Figure 1 with 1 supplement
Approach for chronic single unit recordings and optogenetic activation in mouse A1.

(A) Immunolabeling of PV neurons in A1 with co-localization of EYFP reporter in Pv-Cre:Ai32 transgenic mice. DAPI labels cell nuclei. Scale bar = 15 µm. (B) Spike raster plots illustrating that optogenetic activation of fast spiking (FS) PV+ units (black, top) inhibits regular spiking (RS) units (gray, bottom). Right, spike waveforms for the RS and FS units. Arrowheads denote spike peak and trough. Scale bars, 0.5 ms and 50 µV. (C) Scatter plot showing the bimodal distribution of peak-tough amplitude and timing differences across all RS (gray) and FS (black) units. (D) A random sub-sampling of spike waveforms recorded over 53 days from a single wire of a tetrode projected down into the first three principal components (PC). (E) Spike waveforms from the two units identified in (D) across all recording sessions, color-coded and superimposed chronologically.
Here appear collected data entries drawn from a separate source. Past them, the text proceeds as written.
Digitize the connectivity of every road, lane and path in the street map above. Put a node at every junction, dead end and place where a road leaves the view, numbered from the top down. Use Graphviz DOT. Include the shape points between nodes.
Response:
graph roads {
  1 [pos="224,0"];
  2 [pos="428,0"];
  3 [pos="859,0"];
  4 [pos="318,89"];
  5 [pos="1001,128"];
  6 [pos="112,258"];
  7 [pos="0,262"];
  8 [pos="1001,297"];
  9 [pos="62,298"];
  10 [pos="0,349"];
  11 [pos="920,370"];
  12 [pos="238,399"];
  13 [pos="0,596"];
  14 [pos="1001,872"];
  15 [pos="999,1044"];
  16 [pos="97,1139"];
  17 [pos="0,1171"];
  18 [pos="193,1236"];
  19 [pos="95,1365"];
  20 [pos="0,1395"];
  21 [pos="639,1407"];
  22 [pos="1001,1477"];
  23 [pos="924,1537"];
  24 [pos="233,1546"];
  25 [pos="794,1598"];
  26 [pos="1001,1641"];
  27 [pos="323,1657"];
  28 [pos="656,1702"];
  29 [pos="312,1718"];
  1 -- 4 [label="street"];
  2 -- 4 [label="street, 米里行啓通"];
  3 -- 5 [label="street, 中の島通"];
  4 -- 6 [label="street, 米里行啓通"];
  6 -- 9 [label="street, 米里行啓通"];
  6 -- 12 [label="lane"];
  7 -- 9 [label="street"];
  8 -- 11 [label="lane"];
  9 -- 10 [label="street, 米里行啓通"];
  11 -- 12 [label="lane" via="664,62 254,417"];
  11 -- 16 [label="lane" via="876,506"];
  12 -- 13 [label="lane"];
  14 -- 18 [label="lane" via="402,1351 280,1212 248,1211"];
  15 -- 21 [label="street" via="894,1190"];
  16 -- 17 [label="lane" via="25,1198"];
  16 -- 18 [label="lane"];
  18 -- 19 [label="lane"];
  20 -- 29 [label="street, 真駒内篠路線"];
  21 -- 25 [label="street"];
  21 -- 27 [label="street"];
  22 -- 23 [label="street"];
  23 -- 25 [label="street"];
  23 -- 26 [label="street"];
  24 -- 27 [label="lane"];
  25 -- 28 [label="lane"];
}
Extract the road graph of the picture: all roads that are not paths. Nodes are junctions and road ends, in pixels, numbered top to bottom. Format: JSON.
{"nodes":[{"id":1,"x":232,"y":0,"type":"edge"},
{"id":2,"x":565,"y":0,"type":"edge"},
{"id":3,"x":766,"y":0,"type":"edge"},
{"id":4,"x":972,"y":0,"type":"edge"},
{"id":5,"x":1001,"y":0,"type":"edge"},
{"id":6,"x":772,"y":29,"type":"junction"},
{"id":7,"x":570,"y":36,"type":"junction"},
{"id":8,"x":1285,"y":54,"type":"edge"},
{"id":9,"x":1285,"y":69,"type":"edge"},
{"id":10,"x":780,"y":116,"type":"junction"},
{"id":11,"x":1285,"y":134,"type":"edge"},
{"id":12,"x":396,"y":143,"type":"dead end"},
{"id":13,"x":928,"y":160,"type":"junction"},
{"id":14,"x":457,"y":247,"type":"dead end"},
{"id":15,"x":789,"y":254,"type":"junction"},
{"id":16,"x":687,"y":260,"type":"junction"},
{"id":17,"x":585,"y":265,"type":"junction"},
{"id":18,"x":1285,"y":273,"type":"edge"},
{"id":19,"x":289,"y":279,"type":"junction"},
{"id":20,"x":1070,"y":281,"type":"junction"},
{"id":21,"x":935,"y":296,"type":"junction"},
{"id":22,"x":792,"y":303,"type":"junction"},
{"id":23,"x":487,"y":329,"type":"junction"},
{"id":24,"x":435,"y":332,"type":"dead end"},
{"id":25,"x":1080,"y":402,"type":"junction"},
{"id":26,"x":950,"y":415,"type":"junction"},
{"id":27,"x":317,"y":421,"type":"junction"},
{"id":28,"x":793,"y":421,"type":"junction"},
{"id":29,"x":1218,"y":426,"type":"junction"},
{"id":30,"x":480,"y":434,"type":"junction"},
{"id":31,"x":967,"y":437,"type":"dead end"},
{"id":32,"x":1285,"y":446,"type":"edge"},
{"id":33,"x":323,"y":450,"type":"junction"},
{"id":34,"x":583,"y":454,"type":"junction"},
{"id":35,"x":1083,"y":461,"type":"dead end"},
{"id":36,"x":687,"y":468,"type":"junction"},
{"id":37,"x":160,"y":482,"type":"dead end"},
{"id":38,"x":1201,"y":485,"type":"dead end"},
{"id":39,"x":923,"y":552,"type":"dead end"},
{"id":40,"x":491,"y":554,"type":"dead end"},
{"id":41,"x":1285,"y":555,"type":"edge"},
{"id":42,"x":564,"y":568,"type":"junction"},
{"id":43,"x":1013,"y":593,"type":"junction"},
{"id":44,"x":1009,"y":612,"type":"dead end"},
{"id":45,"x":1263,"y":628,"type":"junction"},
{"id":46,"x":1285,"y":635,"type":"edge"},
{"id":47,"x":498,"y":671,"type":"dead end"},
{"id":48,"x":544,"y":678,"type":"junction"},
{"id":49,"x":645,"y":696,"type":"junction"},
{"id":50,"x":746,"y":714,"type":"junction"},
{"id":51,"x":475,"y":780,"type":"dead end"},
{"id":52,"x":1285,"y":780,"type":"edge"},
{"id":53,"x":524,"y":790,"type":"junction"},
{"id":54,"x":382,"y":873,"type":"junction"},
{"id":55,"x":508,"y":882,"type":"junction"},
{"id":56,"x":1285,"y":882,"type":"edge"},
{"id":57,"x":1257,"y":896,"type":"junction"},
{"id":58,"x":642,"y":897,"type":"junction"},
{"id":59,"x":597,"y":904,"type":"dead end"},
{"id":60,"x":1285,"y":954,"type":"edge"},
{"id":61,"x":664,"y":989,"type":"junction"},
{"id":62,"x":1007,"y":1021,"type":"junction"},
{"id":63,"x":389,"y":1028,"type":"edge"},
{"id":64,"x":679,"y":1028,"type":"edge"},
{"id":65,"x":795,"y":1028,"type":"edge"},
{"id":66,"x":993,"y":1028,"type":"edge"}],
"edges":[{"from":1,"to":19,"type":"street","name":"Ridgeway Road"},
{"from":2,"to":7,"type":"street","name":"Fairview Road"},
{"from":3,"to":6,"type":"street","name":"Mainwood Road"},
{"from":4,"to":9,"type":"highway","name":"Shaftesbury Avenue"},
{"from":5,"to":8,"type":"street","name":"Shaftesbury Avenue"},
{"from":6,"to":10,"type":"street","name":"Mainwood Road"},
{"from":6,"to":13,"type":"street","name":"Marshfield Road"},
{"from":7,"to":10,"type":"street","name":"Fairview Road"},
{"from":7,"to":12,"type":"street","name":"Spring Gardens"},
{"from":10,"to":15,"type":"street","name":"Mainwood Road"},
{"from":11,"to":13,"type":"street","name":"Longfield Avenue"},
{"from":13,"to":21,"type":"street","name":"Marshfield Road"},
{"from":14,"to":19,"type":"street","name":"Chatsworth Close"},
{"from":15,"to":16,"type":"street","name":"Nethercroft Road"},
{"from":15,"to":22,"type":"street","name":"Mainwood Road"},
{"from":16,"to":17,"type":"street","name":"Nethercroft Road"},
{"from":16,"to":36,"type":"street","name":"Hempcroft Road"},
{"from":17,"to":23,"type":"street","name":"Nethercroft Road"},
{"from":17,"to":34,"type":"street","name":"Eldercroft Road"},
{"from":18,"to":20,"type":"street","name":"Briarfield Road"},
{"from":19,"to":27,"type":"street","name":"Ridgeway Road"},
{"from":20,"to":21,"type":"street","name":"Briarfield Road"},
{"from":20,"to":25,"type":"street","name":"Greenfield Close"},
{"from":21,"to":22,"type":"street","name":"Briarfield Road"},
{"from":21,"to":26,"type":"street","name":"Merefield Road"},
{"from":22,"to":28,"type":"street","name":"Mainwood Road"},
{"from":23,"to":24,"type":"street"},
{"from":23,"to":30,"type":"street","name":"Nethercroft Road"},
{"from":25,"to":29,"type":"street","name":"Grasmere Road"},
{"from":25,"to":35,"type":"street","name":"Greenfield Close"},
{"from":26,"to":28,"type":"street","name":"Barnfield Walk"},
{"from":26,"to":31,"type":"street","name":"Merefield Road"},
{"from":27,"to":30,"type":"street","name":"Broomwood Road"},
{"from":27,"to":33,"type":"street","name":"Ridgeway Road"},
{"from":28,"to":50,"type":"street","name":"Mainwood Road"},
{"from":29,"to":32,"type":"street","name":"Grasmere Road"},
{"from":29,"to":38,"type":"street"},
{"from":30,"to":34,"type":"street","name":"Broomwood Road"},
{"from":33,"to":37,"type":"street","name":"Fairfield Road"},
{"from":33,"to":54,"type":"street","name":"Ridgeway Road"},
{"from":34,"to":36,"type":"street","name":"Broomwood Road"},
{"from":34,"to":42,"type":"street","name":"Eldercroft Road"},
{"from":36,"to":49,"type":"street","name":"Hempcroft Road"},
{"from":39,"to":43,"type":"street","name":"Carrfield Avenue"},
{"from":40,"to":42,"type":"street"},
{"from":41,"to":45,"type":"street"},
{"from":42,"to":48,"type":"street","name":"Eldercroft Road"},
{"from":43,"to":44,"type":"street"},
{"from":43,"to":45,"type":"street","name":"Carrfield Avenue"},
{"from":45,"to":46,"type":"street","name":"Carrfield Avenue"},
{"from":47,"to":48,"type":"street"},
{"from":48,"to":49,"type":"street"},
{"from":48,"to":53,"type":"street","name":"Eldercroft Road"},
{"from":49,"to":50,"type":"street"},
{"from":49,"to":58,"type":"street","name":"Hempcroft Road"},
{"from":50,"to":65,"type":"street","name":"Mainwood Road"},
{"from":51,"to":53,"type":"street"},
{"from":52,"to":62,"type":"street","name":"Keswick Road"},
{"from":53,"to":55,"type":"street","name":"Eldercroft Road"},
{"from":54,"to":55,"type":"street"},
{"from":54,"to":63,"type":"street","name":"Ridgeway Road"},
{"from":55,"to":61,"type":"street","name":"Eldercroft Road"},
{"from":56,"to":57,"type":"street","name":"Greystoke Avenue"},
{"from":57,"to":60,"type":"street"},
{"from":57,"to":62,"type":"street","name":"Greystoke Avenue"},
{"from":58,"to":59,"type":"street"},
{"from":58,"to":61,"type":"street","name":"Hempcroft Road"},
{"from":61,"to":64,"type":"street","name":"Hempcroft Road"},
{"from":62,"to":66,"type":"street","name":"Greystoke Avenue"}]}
Waveforms for random units were selected at random from all simultaneously recorded units. (F) The variability in the actual unit waveforms, estimated as the sum of squared errors (SSE), is significantly less than randomly shuffled units (p<0.001, f(1)=814.73, mean ± SEM). (G) Experimental design.

Figure 1—figure supplement 1
Long-term tetrode recordings from isolated single units is feasible with RS neurons, but not FS neurons.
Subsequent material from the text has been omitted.